Once in a while, usually without any warning, and almost always when I am alone and it is quiet, I remember what is missing—No. Not what, but WHO is missing—and I am overcome with sadness. But sadness is not even an accurate description of the overwhelming feeling of grief that envelopes me when I remember. The word “sadness” does not do this feeling justice.
Sadness is what I feel when a friend moves away. Sadness is what I feel when someone says something mean and hurts my feelings. Sadness is what I feel when I think about pets we have had in the past who have died. Sadness is what I feel when I think of a special material possession I have lost. Sadness is what I feel when someone else loses a child.

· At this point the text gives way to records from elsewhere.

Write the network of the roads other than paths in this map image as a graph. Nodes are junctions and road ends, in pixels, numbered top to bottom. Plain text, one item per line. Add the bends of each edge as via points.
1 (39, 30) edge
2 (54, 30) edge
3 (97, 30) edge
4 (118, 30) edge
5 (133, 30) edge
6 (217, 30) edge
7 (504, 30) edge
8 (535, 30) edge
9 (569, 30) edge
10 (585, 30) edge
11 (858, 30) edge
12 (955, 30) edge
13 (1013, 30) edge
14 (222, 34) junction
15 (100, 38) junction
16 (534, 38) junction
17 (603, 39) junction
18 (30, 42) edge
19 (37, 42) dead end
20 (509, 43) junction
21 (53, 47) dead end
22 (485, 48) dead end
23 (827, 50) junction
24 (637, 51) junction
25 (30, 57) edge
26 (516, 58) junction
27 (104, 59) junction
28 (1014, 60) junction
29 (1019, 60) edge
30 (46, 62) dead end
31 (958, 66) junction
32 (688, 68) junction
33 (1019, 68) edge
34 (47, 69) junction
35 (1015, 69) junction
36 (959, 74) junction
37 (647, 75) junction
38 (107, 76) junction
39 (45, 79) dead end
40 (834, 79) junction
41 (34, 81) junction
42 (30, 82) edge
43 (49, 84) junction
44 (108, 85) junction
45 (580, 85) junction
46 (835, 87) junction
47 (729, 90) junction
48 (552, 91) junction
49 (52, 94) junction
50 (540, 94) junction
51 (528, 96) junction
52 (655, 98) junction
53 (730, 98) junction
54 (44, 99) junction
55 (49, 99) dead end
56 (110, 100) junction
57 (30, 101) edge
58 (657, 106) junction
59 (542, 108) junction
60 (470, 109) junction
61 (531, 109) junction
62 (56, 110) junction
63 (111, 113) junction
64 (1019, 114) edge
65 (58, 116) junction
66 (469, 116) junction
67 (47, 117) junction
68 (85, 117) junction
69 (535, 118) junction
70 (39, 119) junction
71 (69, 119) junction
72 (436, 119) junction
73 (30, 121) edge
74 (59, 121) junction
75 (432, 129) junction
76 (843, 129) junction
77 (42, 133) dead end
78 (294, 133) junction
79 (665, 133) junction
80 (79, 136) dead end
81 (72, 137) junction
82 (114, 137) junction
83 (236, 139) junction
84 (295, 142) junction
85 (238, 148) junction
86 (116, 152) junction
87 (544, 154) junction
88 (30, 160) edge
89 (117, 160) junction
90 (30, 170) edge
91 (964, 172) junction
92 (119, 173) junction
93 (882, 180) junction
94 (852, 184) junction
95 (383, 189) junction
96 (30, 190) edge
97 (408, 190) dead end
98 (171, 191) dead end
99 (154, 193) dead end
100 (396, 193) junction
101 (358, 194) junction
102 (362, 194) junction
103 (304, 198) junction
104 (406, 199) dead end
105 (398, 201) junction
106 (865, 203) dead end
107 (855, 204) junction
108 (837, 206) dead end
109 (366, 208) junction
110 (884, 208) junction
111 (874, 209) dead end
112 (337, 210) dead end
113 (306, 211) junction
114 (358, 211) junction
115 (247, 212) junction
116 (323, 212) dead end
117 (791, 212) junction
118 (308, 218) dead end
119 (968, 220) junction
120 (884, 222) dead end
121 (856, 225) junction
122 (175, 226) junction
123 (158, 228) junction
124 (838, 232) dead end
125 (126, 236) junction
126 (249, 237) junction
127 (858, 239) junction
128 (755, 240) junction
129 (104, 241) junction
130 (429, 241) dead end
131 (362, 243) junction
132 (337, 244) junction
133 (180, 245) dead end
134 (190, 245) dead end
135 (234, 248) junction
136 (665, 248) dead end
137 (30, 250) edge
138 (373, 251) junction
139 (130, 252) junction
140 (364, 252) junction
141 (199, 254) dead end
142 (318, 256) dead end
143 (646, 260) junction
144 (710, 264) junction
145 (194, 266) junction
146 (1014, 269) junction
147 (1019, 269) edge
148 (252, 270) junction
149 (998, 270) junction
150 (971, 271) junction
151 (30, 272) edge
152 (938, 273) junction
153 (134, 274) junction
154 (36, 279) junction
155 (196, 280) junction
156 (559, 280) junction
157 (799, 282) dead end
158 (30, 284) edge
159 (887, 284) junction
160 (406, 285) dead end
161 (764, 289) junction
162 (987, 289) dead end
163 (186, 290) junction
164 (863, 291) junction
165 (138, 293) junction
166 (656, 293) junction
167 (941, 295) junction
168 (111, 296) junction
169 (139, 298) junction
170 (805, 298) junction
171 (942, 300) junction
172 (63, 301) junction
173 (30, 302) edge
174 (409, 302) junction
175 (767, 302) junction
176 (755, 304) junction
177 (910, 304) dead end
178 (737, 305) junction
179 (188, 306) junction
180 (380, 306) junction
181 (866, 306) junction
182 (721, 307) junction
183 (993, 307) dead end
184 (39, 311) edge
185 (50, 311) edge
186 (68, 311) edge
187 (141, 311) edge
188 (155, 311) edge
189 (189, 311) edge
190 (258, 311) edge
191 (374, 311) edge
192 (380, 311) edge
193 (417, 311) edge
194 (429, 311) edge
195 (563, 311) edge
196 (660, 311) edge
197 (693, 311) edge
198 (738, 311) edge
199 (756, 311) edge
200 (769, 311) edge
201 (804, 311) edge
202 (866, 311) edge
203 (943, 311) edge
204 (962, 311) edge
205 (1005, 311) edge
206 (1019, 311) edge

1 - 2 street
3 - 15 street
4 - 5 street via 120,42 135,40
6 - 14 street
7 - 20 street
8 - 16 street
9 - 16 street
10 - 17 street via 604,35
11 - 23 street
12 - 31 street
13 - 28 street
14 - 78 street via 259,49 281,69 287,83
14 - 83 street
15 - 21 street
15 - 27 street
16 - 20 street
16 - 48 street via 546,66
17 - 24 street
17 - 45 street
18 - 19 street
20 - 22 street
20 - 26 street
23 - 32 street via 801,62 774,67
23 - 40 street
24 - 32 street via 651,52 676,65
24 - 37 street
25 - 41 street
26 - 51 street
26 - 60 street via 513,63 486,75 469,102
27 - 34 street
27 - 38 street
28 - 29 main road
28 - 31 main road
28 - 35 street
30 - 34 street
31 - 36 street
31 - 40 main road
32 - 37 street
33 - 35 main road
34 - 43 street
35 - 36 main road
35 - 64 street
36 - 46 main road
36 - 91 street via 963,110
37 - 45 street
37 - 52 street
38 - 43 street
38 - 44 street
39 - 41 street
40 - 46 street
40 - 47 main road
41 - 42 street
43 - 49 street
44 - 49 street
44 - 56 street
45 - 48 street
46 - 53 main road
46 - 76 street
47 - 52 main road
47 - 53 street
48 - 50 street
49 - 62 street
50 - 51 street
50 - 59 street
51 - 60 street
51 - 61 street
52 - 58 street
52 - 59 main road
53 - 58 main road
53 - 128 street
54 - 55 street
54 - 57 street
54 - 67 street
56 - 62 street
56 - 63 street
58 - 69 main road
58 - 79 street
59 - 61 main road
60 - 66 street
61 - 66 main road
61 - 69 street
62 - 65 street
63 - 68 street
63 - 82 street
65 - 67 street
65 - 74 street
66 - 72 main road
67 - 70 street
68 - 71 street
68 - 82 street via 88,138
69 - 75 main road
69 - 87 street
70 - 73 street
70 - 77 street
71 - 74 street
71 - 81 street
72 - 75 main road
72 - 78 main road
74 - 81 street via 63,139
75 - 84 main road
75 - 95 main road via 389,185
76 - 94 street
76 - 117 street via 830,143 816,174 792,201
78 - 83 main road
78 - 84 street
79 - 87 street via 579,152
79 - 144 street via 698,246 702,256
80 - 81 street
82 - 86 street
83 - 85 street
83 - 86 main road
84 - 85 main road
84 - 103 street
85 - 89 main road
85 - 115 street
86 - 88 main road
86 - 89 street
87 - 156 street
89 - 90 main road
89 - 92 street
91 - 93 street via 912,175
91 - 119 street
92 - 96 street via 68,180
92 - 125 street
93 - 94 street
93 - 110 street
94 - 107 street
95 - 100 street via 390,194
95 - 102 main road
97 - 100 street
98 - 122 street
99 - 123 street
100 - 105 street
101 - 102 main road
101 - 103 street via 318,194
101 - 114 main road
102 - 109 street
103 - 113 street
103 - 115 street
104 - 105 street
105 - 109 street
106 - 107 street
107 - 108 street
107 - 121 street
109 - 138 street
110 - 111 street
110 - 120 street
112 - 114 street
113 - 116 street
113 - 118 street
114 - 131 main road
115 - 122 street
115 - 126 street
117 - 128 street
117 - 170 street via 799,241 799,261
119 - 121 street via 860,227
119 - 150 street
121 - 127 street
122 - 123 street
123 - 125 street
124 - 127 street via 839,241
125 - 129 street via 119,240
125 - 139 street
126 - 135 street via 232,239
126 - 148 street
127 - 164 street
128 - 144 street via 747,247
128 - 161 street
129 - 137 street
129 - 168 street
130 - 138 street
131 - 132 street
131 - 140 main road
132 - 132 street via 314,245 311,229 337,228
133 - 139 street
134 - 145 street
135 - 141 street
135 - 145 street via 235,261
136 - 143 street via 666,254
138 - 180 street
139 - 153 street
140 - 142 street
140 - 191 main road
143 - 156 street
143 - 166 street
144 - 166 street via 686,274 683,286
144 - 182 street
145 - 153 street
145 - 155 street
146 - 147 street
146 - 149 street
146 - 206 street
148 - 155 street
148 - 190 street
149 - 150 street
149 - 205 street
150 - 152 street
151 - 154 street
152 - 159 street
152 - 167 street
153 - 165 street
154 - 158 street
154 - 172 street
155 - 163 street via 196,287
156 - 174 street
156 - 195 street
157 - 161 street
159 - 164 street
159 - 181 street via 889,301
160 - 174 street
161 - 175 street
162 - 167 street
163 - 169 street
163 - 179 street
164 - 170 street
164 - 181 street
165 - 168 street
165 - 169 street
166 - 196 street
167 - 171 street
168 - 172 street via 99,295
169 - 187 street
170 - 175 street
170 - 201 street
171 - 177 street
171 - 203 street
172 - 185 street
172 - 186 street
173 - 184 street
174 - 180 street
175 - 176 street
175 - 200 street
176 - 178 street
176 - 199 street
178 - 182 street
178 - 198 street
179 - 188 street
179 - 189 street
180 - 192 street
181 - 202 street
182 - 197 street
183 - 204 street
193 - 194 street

The feeling I have when I think of my sweet baby girl who never took a breath is beyond sadness. The feeling that I feel when I think of my Chaney is a heart wrenching pain. It is a physical ache in the middle of my chest that leaves me feeling sick to my stomach and unable to breathe well. My eyes fill with tears and my vision blurs. I can get lost in this world of overwhelming grief if I am not careful.
And so when I begin to remember, and the grief takes hold of me, I get up and move. I clean a closet. I cook a meal. I play a game or read a book. I take a walk or turn on some music. I write about my feelings in a blog post. Because if I sit and think about what could have been, and dwell on the things that cannot be, I will only miss out on the things that are. And that would rob my husband of his wife. and my children of their mother, and benefit no one.
I will see her again someday. She’s waiting in a better place. And that makes my grief so much easier to bear.